━━ Records for the exercise
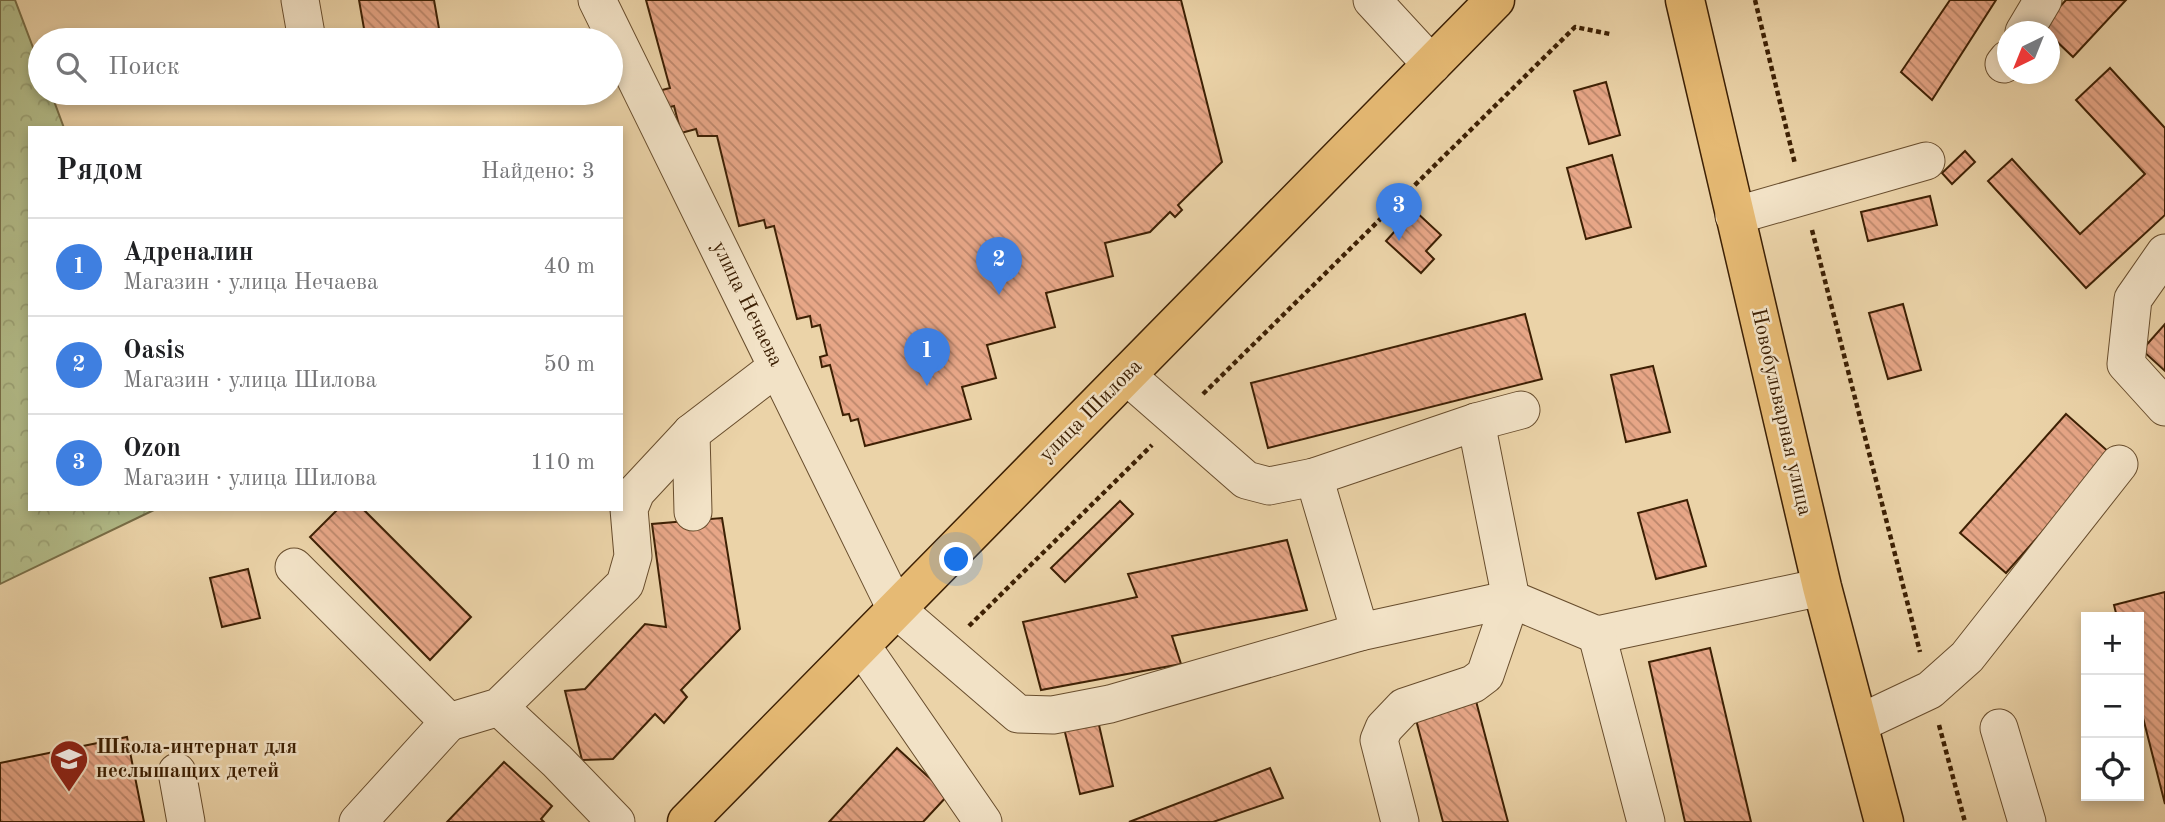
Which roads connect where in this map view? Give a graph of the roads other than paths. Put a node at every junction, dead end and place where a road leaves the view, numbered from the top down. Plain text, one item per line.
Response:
1 (300, 0) edge
2 (1372, 0) edge
3 (1495, 0) edge
4 (1685, 0) edge
5 (2043, 0) edge
6 (2031, 21) edge
7 (305, 28) edge
8 (623, 61) edge
9 (1432, 65) junction
10 (1926, 161) dead end
11 (1734, 216) junction
12 (2165, 253) edge
13 (778, 367) junction
14 (1126, 375) junction
15 (2165, 407) edge
16 (1521, 411) dead end
17 (1476, 422) junction
18 (691, 433) junction
19 (2119, 464) dead end
20 (1314, 477) junction
21 (692, 512) dead end
22 (294, 567) dead end
23 (1822, 587) junction
24 (1511, 599) junction
25 (896, 609) junction
26 (1360, 632) junction
27 (1597, 635) junction
28 (861, 645) junction
29 (499, 707) junction
30 (449, 722) junction
31 (1858, 724) junction
32 (1999, 728) dead end
33 (177, 772) dead end
34 (186, 822) edge
35 (358, 822) edge
36 (616, 822) edge
37 (687, 822) edge
38 (983, 822) edge
39 (1400, 822) edge
40 (1646, 822) edge
41 (1884, 822) edge
42 (2026, 822) edge

1 - 7 street
2 - 9 street
3 - 9 main road, улица Шилова
4 - 11 main road, Новобульварная улица
5 - 6 street
8 - 13 street, улица Нечаева
9 - 14 main road, улица Шилова
10 - 11 street
11 - 23 main road, Новобульварная улица
12 - 15 street
13 - 18 street
13 - 25 street, улица Нечаева
14 - 20 street
14 - 25 main road, улица Шилова
16 - 17 street
17 - 20 street
17 - 24 street
18 - 21 street
18 - 29 street
19 - 31 street
20 - 26 street
22 - 30 street
23 - 27 street
23 - 31 main road, Новобульварная улица
24 - 26 street
24 - 27 street
24 - 39 street
25 - 26 street
25 - 28 main road, улица Шилова
27 - 40 street
28 - 37 main road, улица Шилова
28 - 38 street
29 - 30 street
29 - 36 street
30 - 35 street
31 - 41 main road, Новобульварная улица
32 - 42 street
33 - 34 street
━━━━
## Directions:
Restate the whole listing above exactly, please, omitting every image.

## Exercise result:
Which roads connect where in this map view? Give a graph of the roads other than paths. Put a node at every junction, dead end and place where a road leaves the view, numbered from the top down. Plain text, one item per line.
Response:
1 (300, 0) edge
2 (1372, 0) edge
3 (1495, 0) edge
4 (1685, 0) edge
5 (2043, 0) edge
6 (2031, 21) edge
7 (305, 28) edge
8 (623, 61) edge
9 (1432, 65) junction
10 (1926, 161) dead end
11 (1734, 216) junction
12 (2165, 253) edge
13 (778, 367) junction
14 (1126, 375) junction
15 (2165, 407) edge
16 (1521, 411) dead end
17 (1476, 422) junction
18 (691, 433) junction
19 (2119, 464) dead end
20 (1314, 477) junction
21 (692, 512) dead end
22 (294, 567) dead end
23 (1822, 587) junction
24 (1511, 599) junction
25 (896, 609) junction
26 (1360, 632) junction
27 (1597, 635) junction
28 (861, 645) junction
29 (499, 707) junction
30 (449, 722) junction
31 (1858, 724) junction
32 (1999, 728) dead end
33 (177, 772) dead end
34 (186, 822) edge
35 (358, 822) edge
36 (616, 822) edge
37 (687, 822) edge
38 (983, 822) edge
39 (1400, 822) edge
40 (1646, 822) edge
41 (1884, 822) edge
42 (2026, 822) edge

1 - 7 street
2 - 9 street
3 - 9 main road, улица Шилова
4 - 11 main road, Новобульварная улица
5 - 6 street
8 - 13 street, улица Нечаева
9 - 14 main road, улица Шилова
10 - 11 street
11 - 23 main road, Новобульварная улица
12 - 15 street
13 - 18 street
13 - 25 street, улица Нечаева
14 - 20 street
14 - 25 main road, улица Шилова
16 - 17 street
17 - 20 street
17 - 24 street
18 - 21 street
18 - 29 street
19 - 31 street
20 - 26 street
22 - 30 street
23 - 27 street
23 - 31 main road, Новобульварная улица
24 - 26 street
24 - 27 street
24 - 39 street
25 - 26 street
25 - 28 main road, улица Шилова
27 - 40 street
28 - 37 main road, улица Шилова
28 - 38 street
29 - 30 street
29 - 36 street
30 - 35 street
31 - 41 main road, Новобульварная улица
32 - 42 street
33 - 34 street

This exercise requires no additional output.